*Exercise description*: Beneath this task are the entries; from the line with "middle pip: (253, 172)" through the last one, transcribe every line exactly and nothing else, skipping pictures.

*Input data*:
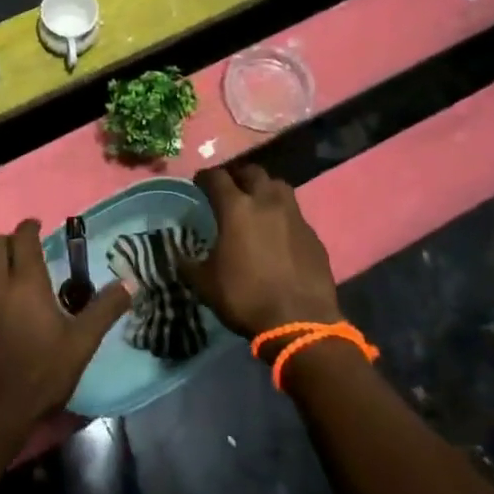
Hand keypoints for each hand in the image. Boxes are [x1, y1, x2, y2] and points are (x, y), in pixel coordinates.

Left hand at [0, 220, 132, 454]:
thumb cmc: (40, 374)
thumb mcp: (81, 344)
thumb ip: (104, 310)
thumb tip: (130, 284)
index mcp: (26, 282)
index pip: (23, 238)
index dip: (30, 227)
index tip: (39, 226)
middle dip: (11, 240)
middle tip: (27, 250)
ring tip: (9, 273)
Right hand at [180, 164, 341, 338]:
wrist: (300, 321)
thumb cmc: (245, 297)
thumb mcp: (205, 284)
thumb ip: (189, 264)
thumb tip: (180, 257)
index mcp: (236, 209)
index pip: (216, 177)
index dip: (204, 177)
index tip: (198, 182)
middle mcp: (267, 202)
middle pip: (253, 172)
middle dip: (238, 176)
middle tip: (230, 188)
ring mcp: (295, 217)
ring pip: (279, 187)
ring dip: (265, 189)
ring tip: (256, 203)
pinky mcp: (313, 235)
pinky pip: (295, 214)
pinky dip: (283, 216)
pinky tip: (278, 233)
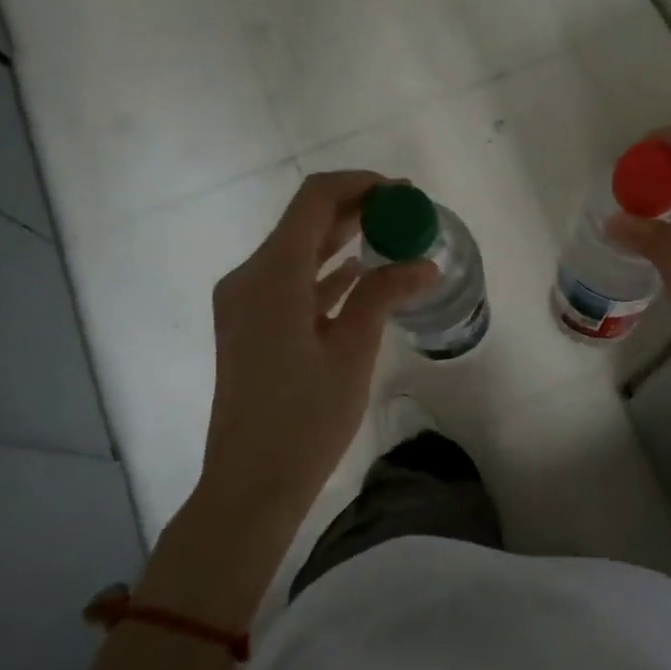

*Output for this task*:
middle pip: (253, 172)
middle dip: (238, 176)
middle tip: (230, 188)
ring mcp: (295, 217)
ring pip: (279, 187)
ring dip: (265, 189)
ring tip: (256, 203)
pinky mcp: (313, 235)
pinky pip: (295, 214)
pinky dip: (283, 216)
pinky tip: (278, 233)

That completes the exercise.